Les résultats de performance de reproduction, recueillis en élevage, sont désormais significatifs. Les systèmes se valent. En troupeaux (DAC) ou en petits groupes, les truies expriment leur potentiel, aussi bien qu'en système de gestantes bloquées. « Les 10% les meilleurs (élevages) en groupe obtiennent les mêmes résultats que les 10% les meilleurs en gestante bloquée », assure Valérie Courboulay, de l'Ifip, intervenante à la journée technique organisée, mardi dernier, à Crecom. Les variations observées tiennent plus à la conduite alimentaire, à l'homogénéité des lots ou au moment de la mise en groupe.
Moins de bandes
Beaucoup d'éleveurs ont choisi de diminuer le nombre de bandes pour pouvoir faire des lots de truies plus homogènes. « Un bon allottement est une condition de la réussite. Il faut viser 4 groupes de truies, pour que l'hétérogénéité ne pénalise pas les résultats », indique Catherine Calvar, de la Chambre d'agriculture. Les petits élevages ont souvent opté pour la conduite en 4 ou 5 bandes au lieu des 7 bandes habituelles. La quart des élevages a modifié le plan d'alimentation, lors du passage en groupe. La courbe en U se généralise. « Il n'y a pas d'aliment spécifique aux truies en groupe, même sur paille ».
A 28 jours, en majorité
La majorité des élevages bloquent les truies jusqu'à 28 jours après le sevrage. La remise en état des animaux est facilitée en adoptant un plan d'alimentation individualisé lors de cette période. Le logement en stalle individuelle permet de réutiliser, en partie, le bâtiment et l'équipement existants. « En terme de résultats, il n'y a pas de différence marquée entre les élevages qui élèvent en groupe dès le sevrage et ceux qui attendent 28 jours », poursuit Valérie Courboulay. « En théorie, les périodes d'œstrus et d'implantation embryonnaire (entre 12 et 18 jours) semblent déconseillées. Pourtant, certains éleveurs qui mélangent dès le sevrage ou après l'insémination obtiennent de très bons résultats. Ils ont peut-être plus de technicité ». Dans tous les cas, le nombre d'avortements ne dépasse pas le seuil critique de 1,5%. La taux de réforme n'est pas supérieur au système bloqué. « Les problèmes d'aplombs sont globalement moins nombreux sur paille que sur caillebotis ». L'humidité du sol est, dans ce cas, en cause.

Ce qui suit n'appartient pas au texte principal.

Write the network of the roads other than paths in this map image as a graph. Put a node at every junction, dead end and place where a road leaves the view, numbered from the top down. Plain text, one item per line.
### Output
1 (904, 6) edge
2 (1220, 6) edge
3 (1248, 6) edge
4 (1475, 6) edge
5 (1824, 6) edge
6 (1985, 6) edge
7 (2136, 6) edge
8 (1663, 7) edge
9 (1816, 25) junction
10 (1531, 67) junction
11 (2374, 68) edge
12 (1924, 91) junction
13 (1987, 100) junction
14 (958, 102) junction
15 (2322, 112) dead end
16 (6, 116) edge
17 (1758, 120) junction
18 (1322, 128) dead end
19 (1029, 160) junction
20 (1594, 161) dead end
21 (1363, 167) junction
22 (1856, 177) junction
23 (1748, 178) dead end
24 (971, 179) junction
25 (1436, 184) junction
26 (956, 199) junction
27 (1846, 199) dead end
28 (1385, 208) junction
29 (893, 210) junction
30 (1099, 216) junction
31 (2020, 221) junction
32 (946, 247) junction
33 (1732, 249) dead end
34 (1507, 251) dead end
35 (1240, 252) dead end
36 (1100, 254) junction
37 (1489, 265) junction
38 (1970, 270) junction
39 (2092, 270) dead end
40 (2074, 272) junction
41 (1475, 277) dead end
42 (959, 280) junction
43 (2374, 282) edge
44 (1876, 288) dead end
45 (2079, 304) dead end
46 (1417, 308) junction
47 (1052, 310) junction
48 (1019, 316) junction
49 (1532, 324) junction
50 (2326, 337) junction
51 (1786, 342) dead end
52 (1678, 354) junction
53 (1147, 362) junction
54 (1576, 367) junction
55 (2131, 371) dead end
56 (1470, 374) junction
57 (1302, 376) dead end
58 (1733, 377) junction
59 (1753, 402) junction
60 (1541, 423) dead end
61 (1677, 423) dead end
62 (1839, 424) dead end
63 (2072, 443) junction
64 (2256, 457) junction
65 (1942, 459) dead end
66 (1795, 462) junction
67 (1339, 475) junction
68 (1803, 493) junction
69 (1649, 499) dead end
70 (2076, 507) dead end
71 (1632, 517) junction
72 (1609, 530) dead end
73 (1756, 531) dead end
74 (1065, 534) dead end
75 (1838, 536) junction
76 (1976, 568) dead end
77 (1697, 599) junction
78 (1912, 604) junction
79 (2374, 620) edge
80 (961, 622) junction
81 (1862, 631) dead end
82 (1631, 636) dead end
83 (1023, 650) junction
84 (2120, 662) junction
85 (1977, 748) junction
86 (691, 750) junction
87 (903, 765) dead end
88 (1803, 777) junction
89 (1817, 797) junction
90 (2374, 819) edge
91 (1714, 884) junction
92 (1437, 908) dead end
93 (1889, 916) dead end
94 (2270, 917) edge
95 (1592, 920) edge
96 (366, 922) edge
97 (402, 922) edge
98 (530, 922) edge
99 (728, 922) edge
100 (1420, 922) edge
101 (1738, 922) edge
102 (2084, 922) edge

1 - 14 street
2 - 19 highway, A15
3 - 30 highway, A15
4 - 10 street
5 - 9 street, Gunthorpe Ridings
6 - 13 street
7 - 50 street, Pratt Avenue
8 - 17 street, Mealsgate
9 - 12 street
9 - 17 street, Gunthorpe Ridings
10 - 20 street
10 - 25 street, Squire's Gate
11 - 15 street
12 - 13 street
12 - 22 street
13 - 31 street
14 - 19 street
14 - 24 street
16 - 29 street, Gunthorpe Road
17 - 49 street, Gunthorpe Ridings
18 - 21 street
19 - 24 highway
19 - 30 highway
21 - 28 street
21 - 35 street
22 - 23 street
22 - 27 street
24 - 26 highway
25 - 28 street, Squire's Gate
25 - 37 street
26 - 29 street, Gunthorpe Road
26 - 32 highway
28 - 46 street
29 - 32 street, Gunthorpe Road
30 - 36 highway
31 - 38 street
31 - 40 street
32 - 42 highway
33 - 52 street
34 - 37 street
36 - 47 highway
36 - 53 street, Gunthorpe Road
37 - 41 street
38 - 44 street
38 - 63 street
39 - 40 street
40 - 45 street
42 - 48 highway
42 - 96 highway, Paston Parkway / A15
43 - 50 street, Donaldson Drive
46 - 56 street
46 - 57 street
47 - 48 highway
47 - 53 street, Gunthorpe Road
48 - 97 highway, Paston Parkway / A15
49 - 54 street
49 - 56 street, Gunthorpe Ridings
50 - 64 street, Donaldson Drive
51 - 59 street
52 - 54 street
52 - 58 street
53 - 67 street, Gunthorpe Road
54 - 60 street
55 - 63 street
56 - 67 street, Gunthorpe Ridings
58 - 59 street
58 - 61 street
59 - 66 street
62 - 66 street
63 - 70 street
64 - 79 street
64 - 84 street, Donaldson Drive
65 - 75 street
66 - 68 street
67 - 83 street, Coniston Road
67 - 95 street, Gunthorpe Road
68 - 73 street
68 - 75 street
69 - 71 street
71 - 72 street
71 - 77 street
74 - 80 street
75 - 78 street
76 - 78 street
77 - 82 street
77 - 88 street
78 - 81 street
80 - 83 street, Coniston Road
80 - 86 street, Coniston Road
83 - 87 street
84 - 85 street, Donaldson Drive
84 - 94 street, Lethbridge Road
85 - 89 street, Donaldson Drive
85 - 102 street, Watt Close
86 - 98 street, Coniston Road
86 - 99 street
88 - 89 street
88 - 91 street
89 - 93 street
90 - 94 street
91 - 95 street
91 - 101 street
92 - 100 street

A la station expérimentale de Crecom (22), le comportement des truies sur paille et sur caillebotis ont été analysés, au Dac ou en réfectoire courette. La paille des litières permet de moduler le comportement des truies, atténuant ainsi les effets de la frustration alimentaire liée au rationnement. Sur caillebotis, des chaînes ou autres éléments permettent de les détourner des tubulaires ou des auges qu'elles machonnent en permanence. La paille semble atténuer le stress social, nutritionnel et thermique, provoqué par la mise en groupe. Les résultats de performance de reproduction ne sont pourtant pas supérieurs. La décision d'élever les gestantes sur paille dépend donc d'autres facteurs tels que la production de céréales sur l'exploitation, l'équipement nécessaire ou la charge de travail induite.
Bernard Laurent
Photo : Les éleveurs ayant adopté la conduite en groupe ont choisi les bat-flanc à 45%, le réfectoire à 35% et le Dac a 20%.